Das Bildungsniveau der Eingewanderten unterscheidet sich von Land zu Land. So verfügten zwischen 2006 und 2016 97 Prozent der Arbeitskräfte aus Indien einen tertiären Abschluss. Bei Zugewanderten aus Portugal betrug der Anteil im Vergleich 24 Prozent.
Unterschiede gibt es auch bei den Berufen, welche die Eingewanderten ausüben. So arbeiten etwa über 50 Prozent der eingewanderten Deutschen in Führungspositionen oder akademischen Berufen.
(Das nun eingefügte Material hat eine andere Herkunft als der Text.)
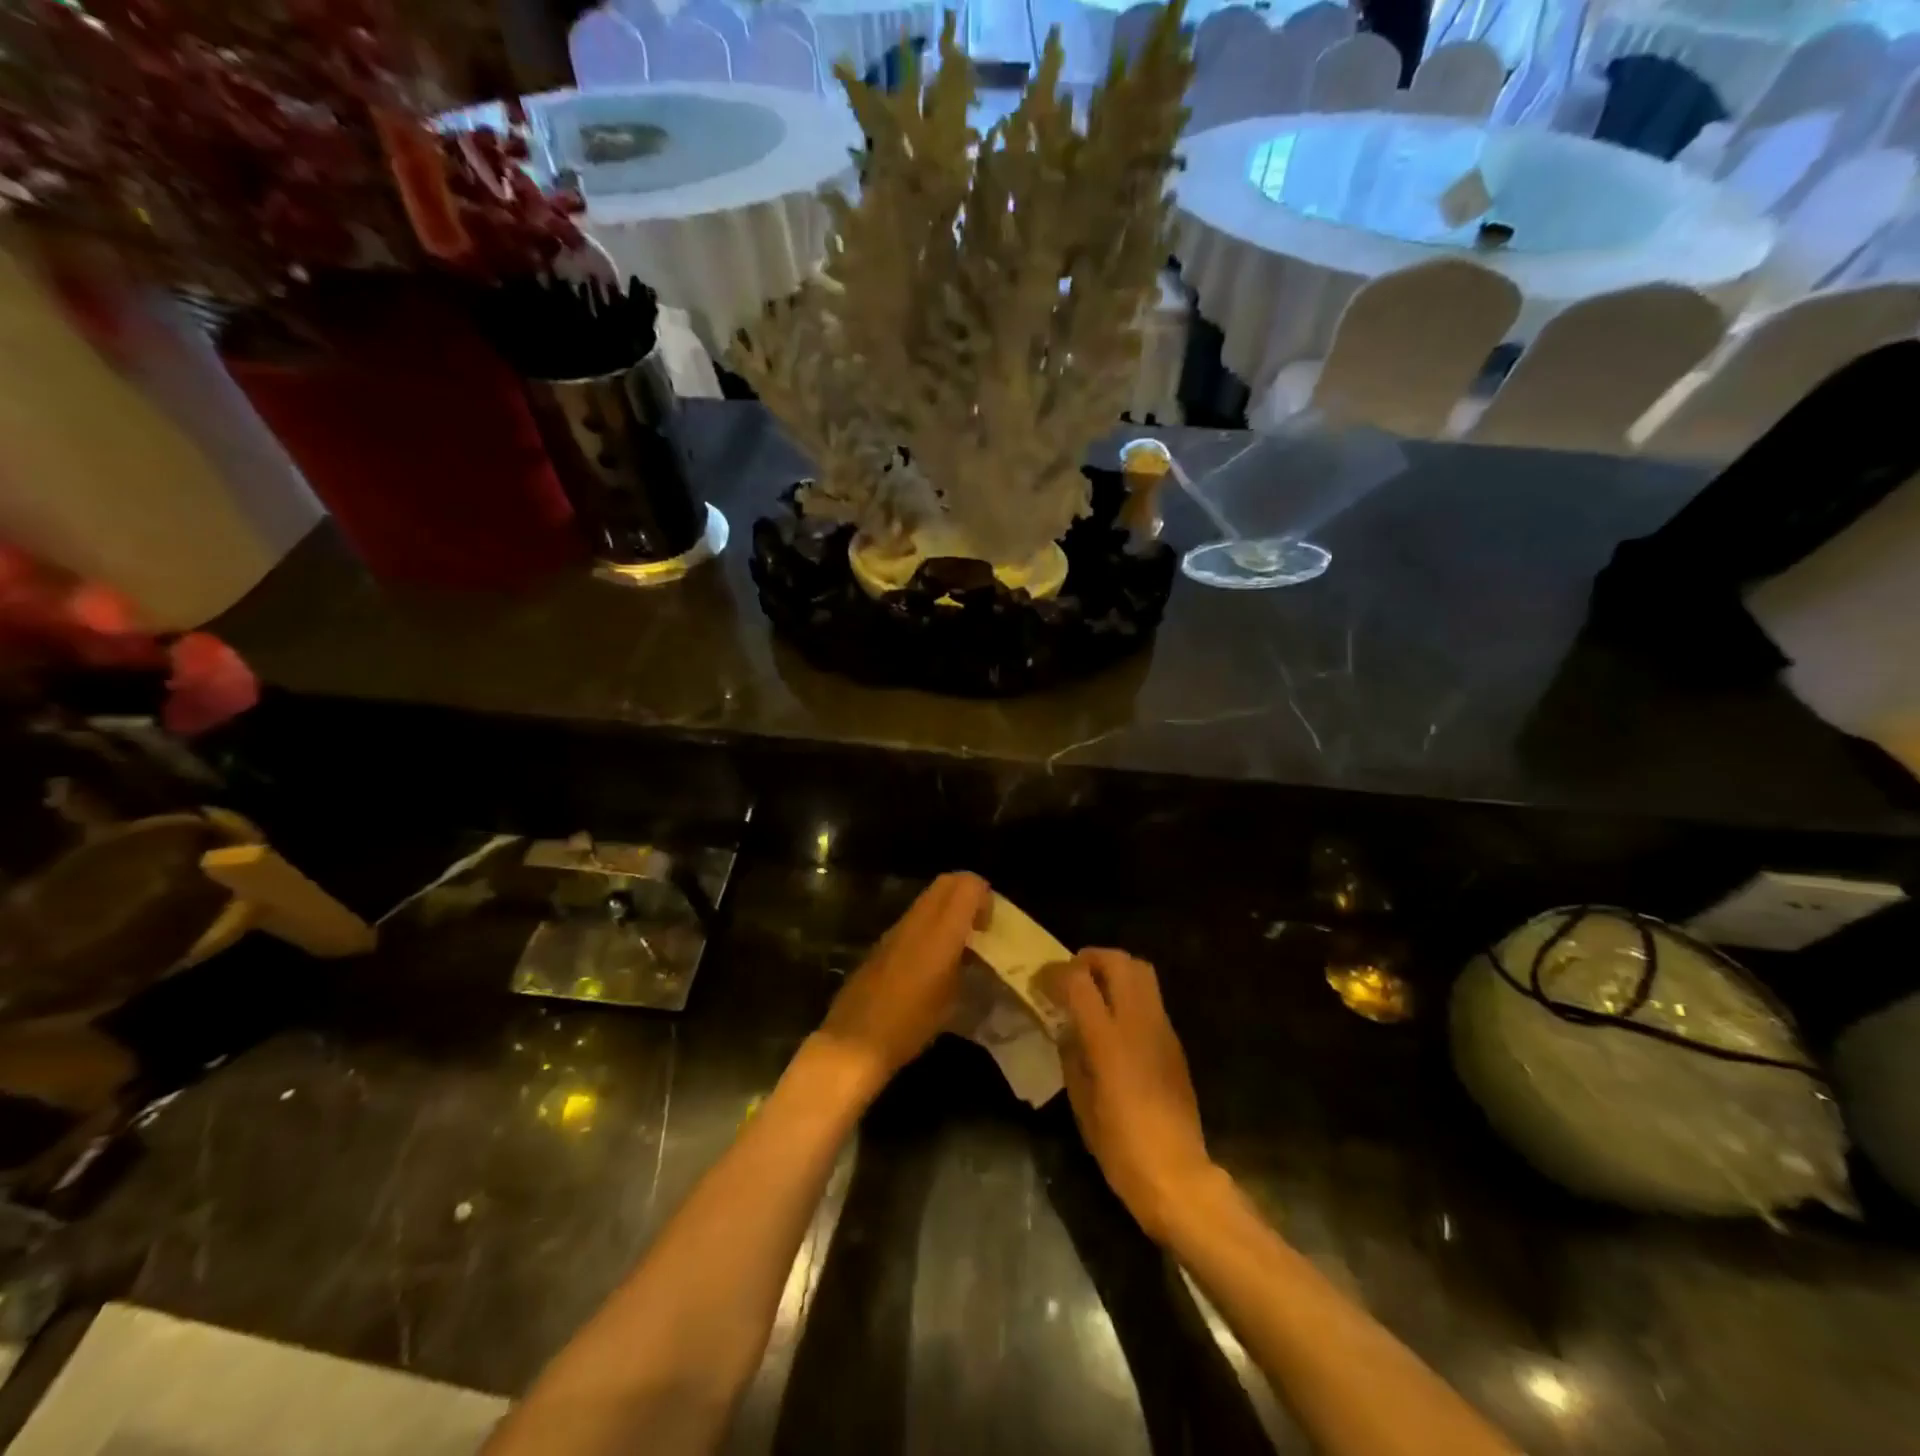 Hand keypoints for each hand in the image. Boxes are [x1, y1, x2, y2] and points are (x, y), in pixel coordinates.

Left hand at [815, 872, 990, 1101]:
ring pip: (929, 899)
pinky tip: (932, 962)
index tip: (989, 927)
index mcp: (940, 931)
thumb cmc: (910, 1025)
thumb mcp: (952, 1000)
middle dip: (967, 896)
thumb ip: (966, 965)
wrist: (854, 1042)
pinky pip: (913, 919)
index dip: (984, 898)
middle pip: (947, 882)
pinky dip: (930, 926)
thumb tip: (973, 952)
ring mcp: (896, 929)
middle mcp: (917, 920)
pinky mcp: (882, 942)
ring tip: (958, 947)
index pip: (967, 884)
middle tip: (978, 929)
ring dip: (947, 911)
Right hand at [1047, 949, 1215, 1239]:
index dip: (1056, 973)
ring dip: (1114, 969)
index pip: (1080, 981)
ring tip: (1093, 989)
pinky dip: (1130, 991)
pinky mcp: (1175, 1041)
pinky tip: (1115, 1018)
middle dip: (1091, 958)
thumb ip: (1072, 1056)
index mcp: (1109, 1039)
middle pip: (1119, 961)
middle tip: (1071, 974)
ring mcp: (1162, 1029)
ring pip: (1142, 971)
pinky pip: (1151, 997)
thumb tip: (1066, 1029)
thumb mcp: (1081, 1103)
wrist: (1177, 1175)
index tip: (1040, 981)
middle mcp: (1139, 1023)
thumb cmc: (1120, 1146)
Italienischstämmige arbeiten hingegen hierzulande öfters im Handwerk, Dienstleistungssektor oder als Bürokräfte.
Aus Sicht des französischen Botschafters und des italienischen Präsidenten dürften die Arbeitskräfte im eigenen Land fehlen. Doch die Schweizer Wirtschaft braucht sie. Sowohl die Genfer Studie als auch der Seco-Bericht konstatieren, dass die Zuwanderung in der Schweiz durch die hohe Nachfrage nach Arbeitskräften bestimmt ist. Hinzu kommt, dass zu wenige einheimische Arbeitskräfte ins Erwerbsleben dazustossen.